> **Task requirements**: In the listing beneath this line, copy exactly the lines starting with the one containing "index dip: (260, 132)" and going on through the one containing "middle pip: (198, 114)".

──────── Provided records ────────

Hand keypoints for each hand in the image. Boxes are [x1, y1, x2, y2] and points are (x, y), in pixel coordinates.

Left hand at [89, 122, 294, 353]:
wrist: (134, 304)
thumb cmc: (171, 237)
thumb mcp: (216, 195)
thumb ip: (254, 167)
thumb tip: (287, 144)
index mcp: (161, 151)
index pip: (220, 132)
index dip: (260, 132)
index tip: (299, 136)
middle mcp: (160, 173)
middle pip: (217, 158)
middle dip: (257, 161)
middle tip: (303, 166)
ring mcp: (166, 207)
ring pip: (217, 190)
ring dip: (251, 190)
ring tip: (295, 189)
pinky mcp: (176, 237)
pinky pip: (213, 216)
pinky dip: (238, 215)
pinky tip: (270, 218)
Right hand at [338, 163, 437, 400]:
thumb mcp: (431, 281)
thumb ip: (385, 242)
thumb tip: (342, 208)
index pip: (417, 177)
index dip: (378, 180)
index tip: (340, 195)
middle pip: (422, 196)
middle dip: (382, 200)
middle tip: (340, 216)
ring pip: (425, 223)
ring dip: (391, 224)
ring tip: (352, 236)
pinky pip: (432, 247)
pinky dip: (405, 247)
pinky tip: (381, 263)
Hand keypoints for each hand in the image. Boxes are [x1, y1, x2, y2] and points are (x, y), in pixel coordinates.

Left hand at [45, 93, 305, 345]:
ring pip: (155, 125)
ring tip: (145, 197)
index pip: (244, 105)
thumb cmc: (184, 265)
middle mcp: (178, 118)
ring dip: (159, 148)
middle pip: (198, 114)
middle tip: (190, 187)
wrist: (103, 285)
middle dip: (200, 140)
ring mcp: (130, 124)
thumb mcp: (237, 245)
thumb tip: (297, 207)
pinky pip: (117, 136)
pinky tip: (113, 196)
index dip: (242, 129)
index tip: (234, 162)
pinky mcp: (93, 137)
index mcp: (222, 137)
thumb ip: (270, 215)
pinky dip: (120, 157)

────────

> **Solution to this exercise**:
index dip: (260, 132)
index tip: (299, 136)
middle mcp: (160, 173)
middle pip: (217, 158)
middle dip: (257, 161)
middle tip: (303, 166)
ring mcp: (166, 207)
ring pip: (217, 190)
ring dip: (251, 190)
ring tip: (295, 189)
pinky mcp: (176, 237)
pinky pip: (213, 216)
pinky dip: (238, 215)
pinky tip: (270, 218)
Right hand at [338, 163, 437, 400]:
thumb mcp: (431, 281)
thumb ip: (385, 242)
thumb tip: (342, 208)
index pip: (417, 177)
index dip: (378, 180)
index tip: (340, 195)
middle pip: (422, 196)
middle dip: (382, 200)
middle tip: (340, 216)
ring pip: (425, 223)
ring dip: (391, 224)
ring tip: (352, 236)
pinky pip: (432, 247)
pinky dip: (405, 247)
pinky tip: (381, 263)
Hand keypoints for each hand in the image. Boxes are [x1, y1, x2, y2] and points are (x, y), in pixel coordinates.

Left hand at [45, 93, 305, 345]:
ring pip: (155, 125)
ring tip: (145, 197)
index pip: (244, 105)
thumb cmc: (184, 265)
middle mcp: (178, 118)
ring dip: (159, 148)
middle pip: (198, 114)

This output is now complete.